ASSIGNMENT -
For each entry, repeat the text exactly and omit any picture it holds.

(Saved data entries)
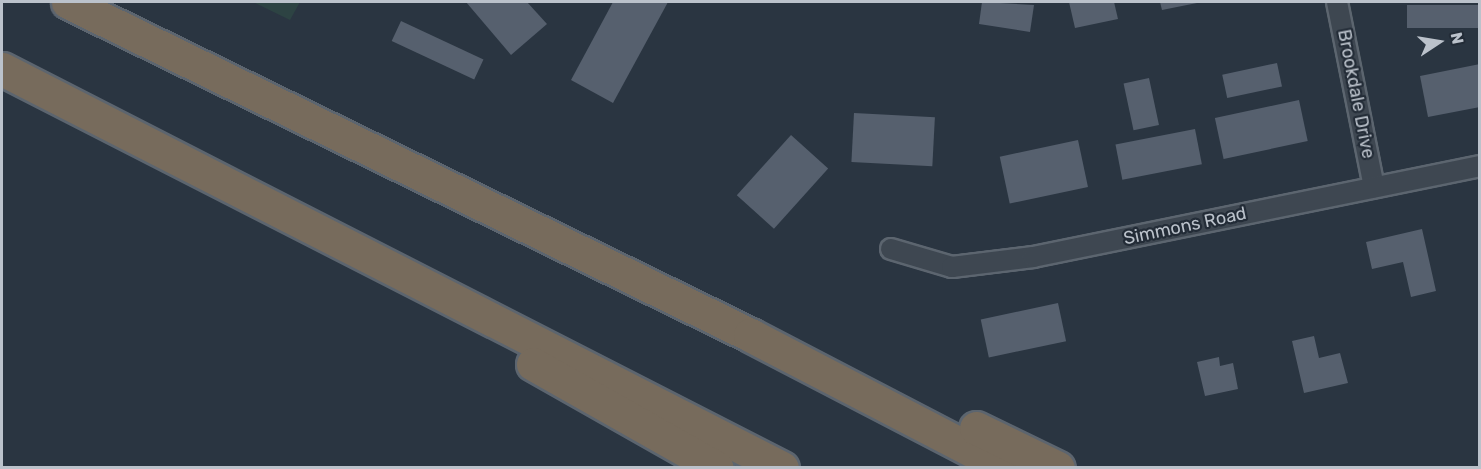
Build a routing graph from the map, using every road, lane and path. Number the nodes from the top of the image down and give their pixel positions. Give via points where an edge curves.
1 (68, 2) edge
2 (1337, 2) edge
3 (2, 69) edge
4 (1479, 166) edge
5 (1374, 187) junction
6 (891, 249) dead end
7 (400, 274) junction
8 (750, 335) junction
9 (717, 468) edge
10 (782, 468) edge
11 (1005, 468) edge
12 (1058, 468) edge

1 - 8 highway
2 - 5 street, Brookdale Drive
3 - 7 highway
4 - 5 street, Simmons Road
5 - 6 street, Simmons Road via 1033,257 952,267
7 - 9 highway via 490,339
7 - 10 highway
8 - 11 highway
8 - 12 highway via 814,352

ANSWER FOR THE TASK -
Build a routing graph from the map, using every road, lane and path. Number the nodes from the top of the image down and give their pixel positions. Give via points where an edge curves.
1 (68, 2) edge
2 (1337, 2) edge
3 (2, 69) edge
4 (1479, 166) edge
5 (1374, 187) junction
6 (891, 249) dead end
7 (400, 274) junction
8 (750, 335) junction
9 (717, 468) edge
10 (782, 468) edge
11 (1005, 468) edge
12 (1058, 468) edge

1 - 8 highway
2 - 5 street, Brookdale Drive
3 - 7 highway
4 - 5 street, Simmons Road
5 - 6 street, Simmons Road via 1033,257 952,267
7 - 9 highway via 490,339
7 - 10 highway
8 - 11 highway
8 - 12 highway via 814,352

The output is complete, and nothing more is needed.